Glucocorticoid Treatment Does Not Improve Neurological Recovery Following Cardiac Arrest

Author Affiliations

From the International Resuscitation Research Center, University of Pittsburgh (Pa).

From the International Resuscitation Research Center, University of Pittsburgh (Pa).

JAMA. 1989;262(24):3427-3430. doi:10.1001/jama.1989.03430240063030

Glucocorticoids are commonly given to patients with global brain ischemia, although their efficacy has not been proved. The database of the Brain Resuscitation Clinical Trial I, a multi-institutional study designed to evaluate the effect of thiopental sodium therapy on neurological outcome following brain ischemia, was used for a retrospective review of the effects of glucocorticoid treatment on neurological outcome after global brain ischemia. This study included 262 initially comatose cardiac arrest survivors who made no purposeful response to pain after restoration of spontaneous circulation. The standard treatment protocol left glucocorticoid therapy to the discretion of the hospital investigators. This resulted in four patient groups that received either no, low, medium, or high doses of glucocorticoids in the first 8 hours after arrest.
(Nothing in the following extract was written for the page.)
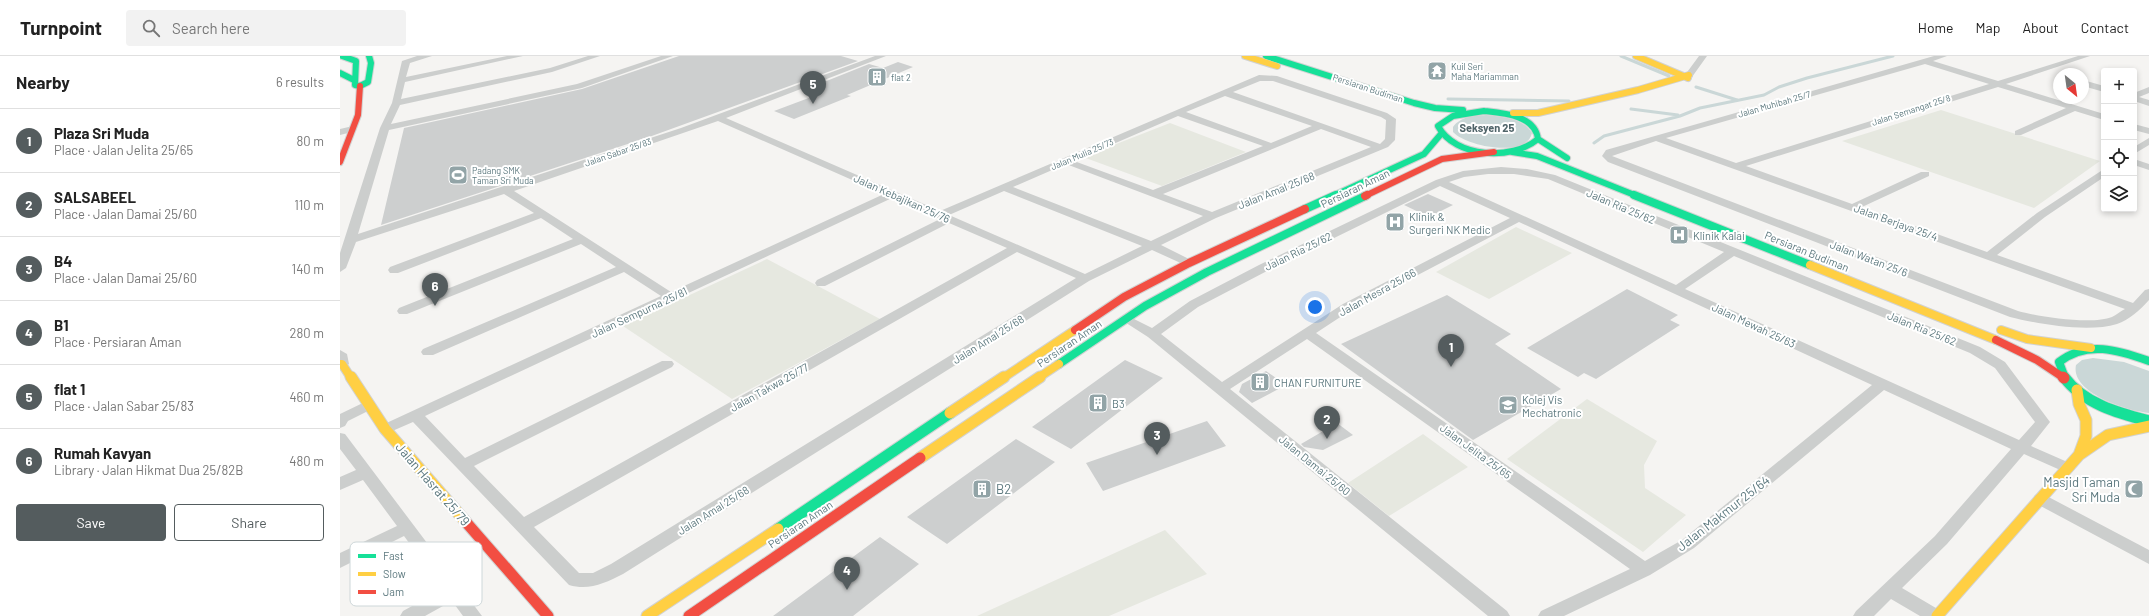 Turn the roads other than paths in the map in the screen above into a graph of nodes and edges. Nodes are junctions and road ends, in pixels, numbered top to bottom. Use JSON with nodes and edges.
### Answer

Neurological outcome was scored using a modification of the Glasgow Cerebral Performance Category Scale. None of the steroid regimens statistically improved mean group survival rate or neurological recovery rate over that observed in the group that did not receive steroids. The routine clinical practice of administrating glucocorticoids after global brain ischemia may be associated with serious complications and is not justified.